In other words, the weight given to the causative role of the Pub
may have exceeded that given the relative degree of intentionality of the perpetrators.
We therefore decline to find an abuse of discretion by the
trial court in refusing to order a new trial on the allocation of
damages.
The Pub's final argument in favor of a new trial is that Bartolini's
closing argument was improper. In particular, the Pub challenges the following portion
of Bartolini's closing:
But your verdict can also do something else. It can send a
message out, loud and clear, to every drinking establishment in our community by
implicitly telling them it's their legal, it's their moral, it's their social responsibility
to check I.D.'s at the door. Now, it won't always stop an intentional
criminal act by an unruly patron. Some kids will slip through the
cracks anyway. They've got pretty authentic looking I.D.'s. But it will
go a long way towards stopping it, and it is beyond all doubt
that it would have stopped it in this case. And so, at
this moment, you are the conscience of our community. You can send
this message to the restaurants and taverns. It isn't as though we're
numbers or robots. We are people. We matter. And you
could tell them, "You're not going to get away with this."
App. of Appellant at 530. Noting that the Pub had not presented
an objection to this argument during trial, the trial court denied the motion
to correct error without considering this claim. App. of Appellant at 6.

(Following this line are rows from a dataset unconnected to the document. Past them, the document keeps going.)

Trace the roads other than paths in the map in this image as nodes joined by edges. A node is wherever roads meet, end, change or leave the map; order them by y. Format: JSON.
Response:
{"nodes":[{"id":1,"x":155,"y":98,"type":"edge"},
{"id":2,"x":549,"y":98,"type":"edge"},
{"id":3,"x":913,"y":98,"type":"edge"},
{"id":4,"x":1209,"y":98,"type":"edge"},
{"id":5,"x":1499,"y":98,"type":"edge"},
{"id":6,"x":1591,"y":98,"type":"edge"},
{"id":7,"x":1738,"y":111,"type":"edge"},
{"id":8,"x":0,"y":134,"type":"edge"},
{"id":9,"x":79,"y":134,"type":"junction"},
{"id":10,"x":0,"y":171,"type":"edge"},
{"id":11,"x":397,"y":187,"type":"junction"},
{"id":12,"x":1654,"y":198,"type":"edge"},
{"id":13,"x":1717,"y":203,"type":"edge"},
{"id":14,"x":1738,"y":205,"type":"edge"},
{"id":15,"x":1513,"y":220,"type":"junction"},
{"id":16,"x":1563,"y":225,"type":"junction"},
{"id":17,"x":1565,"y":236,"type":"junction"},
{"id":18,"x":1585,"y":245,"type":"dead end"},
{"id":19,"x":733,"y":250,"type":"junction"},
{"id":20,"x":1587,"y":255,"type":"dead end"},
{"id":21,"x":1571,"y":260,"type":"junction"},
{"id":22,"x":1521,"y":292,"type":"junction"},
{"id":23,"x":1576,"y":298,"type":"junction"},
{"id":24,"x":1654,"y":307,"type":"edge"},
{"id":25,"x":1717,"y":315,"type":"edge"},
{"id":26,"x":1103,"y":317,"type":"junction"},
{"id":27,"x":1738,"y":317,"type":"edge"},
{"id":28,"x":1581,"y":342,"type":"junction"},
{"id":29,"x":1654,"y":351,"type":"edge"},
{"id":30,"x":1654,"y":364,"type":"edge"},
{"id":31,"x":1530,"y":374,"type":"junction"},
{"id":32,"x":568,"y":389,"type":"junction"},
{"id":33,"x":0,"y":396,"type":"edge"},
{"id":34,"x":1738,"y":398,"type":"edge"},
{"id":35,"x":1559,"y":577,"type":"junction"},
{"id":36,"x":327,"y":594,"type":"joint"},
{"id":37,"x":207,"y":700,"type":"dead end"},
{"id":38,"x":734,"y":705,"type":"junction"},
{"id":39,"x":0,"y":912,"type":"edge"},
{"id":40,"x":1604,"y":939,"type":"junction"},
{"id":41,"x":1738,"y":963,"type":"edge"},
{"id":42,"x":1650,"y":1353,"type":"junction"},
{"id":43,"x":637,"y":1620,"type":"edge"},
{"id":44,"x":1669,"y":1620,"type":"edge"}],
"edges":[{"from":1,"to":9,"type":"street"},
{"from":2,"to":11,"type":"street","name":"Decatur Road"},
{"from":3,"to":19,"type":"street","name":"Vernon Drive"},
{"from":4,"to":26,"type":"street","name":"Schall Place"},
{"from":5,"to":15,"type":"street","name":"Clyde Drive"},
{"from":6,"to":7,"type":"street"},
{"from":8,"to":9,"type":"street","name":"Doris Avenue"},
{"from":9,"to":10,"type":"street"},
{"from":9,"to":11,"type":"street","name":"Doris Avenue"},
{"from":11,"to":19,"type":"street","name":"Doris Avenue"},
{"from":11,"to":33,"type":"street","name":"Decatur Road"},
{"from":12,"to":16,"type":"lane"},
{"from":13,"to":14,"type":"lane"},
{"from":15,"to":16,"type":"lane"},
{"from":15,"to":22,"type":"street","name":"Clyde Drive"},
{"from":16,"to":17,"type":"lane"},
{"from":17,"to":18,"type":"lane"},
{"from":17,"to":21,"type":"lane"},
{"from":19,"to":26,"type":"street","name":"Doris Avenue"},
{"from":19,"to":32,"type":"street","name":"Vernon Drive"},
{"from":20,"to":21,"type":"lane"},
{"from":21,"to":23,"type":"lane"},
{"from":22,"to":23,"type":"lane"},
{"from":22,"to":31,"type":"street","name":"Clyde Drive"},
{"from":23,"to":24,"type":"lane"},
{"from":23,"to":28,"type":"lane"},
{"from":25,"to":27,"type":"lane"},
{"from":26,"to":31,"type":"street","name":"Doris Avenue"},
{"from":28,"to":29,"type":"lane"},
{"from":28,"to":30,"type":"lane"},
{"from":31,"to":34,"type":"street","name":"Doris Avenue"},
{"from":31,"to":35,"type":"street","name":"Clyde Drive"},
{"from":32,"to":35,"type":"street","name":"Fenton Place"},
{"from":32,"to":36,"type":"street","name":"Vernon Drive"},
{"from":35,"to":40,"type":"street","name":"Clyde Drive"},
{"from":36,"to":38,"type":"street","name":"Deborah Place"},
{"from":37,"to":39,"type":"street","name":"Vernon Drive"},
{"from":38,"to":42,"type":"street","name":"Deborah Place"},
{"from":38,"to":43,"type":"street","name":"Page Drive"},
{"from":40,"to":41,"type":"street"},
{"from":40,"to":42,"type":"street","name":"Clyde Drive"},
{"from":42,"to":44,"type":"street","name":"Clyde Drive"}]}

To seek appellate relief based on alleged improprieties in a closing argument,
a party "must promptly interpose and state its objection to the language or
argument and request the court to so instruct the jury as to counteract
any harmful effect of such language or argument." Ritter v. Stanton, 745
N.E.2d 828, 856 (Ind. Ct. App. 2001), trans denied. Having failed to
object at trial, the Pub may not present this issue on appeal.
Sullivan, Boehm, and Rucker, JJ., concur. Shepard, C.J., dissents with separate opinion.